*WHAT THE EXERCISE ASKS:* Locate each line in the records containing "Laureles". Copy it.

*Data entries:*
______________________________

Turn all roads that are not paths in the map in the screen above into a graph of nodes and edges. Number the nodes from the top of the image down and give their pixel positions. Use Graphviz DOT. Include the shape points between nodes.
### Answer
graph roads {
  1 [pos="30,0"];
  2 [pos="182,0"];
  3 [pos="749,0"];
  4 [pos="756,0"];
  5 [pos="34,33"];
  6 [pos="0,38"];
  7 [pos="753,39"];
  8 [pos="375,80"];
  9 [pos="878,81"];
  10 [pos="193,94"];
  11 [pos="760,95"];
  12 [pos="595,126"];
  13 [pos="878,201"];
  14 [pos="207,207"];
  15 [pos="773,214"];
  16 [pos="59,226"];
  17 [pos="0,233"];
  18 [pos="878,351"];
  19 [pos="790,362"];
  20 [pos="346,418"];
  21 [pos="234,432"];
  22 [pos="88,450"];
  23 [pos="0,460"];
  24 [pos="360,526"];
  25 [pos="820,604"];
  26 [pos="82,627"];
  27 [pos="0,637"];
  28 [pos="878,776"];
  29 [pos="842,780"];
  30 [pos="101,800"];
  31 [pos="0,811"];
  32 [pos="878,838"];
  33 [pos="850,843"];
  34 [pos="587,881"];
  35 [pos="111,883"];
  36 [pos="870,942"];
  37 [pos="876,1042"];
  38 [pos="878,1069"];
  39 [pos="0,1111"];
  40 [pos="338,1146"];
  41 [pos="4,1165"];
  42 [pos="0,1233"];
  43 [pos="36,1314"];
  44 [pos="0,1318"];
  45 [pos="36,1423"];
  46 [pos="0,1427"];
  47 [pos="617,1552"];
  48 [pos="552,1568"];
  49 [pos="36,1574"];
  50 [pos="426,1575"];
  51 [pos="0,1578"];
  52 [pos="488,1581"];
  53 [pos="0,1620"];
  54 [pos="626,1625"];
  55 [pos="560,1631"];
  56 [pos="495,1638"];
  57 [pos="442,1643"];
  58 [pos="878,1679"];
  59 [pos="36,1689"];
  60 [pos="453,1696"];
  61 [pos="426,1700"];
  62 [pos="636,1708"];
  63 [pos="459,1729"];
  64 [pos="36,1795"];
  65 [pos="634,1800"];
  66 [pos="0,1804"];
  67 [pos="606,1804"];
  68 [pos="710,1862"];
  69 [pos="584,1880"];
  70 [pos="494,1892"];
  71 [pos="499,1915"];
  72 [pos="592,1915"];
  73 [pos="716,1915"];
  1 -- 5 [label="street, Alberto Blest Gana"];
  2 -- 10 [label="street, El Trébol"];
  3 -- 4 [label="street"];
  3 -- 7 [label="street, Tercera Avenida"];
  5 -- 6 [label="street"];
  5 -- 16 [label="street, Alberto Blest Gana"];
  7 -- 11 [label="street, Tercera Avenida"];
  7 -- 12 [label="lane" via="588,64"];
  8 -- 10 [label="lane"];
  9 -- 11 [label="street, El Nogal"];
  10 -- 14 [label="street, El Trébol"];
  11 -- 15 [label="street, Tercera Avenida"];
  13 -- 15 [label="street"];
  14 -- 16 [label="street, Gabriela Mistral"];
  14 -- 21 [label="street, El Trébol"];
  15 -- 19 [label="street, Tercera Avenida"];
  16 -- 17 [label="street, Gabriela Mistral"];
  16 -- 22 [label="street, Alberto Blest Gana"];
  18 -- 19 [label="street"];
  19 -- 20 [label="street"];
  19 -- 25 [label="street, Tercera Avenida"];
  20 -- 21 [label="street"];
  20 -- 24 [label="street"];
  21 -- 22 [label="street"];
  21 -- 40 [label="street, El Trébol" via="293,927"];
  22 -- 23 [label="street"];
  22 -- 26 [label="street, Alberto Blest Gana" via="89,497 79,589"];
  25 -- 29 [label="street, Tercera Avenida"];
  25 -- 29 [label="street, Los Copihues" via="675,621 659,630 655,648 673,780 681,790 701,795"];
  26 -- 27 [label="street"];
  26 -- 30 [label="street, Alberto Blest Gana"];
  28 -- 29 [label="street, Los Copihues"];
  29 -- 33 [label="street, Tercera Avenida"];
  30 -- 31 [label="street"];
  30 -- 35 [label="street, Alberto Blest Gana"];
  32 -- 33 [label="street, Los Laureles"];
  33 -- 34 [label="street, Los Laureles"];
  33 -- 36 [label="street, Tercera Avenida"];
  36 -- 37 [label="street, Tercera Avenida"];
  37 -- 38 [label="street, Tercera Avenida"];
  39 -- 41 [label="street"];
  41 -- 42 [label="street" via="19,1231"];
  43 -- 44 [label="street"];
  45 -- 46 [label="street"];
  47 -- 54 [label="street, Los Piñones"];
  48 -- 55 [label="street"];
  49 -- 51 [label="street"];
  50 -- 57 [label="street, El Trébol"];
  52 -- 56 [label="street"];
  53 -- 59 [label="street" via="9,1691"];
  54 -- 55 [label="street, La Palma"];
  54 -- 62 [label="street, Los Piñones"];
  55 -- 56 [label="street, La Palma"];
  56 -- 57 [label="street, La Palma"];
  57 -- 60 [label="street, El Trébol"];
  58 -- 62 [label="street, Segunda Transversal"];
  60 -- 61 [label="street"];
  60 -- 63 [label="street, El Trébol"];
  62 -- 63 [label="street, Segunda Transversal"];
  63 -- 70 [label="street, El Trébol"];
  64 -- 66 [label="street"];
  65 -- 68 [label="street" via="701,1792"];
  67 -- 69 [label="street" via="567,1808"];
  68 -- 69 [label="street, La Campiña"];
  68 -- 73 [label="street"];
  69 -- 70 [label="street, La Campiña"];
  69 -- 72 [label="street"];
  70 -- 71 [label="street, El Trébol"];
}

______________________________

*REPLY TO THE TASK:*
  32 -- 33 [label="street, Los Laureles"];
  33 -- 34 [label="street, Los Laureles"];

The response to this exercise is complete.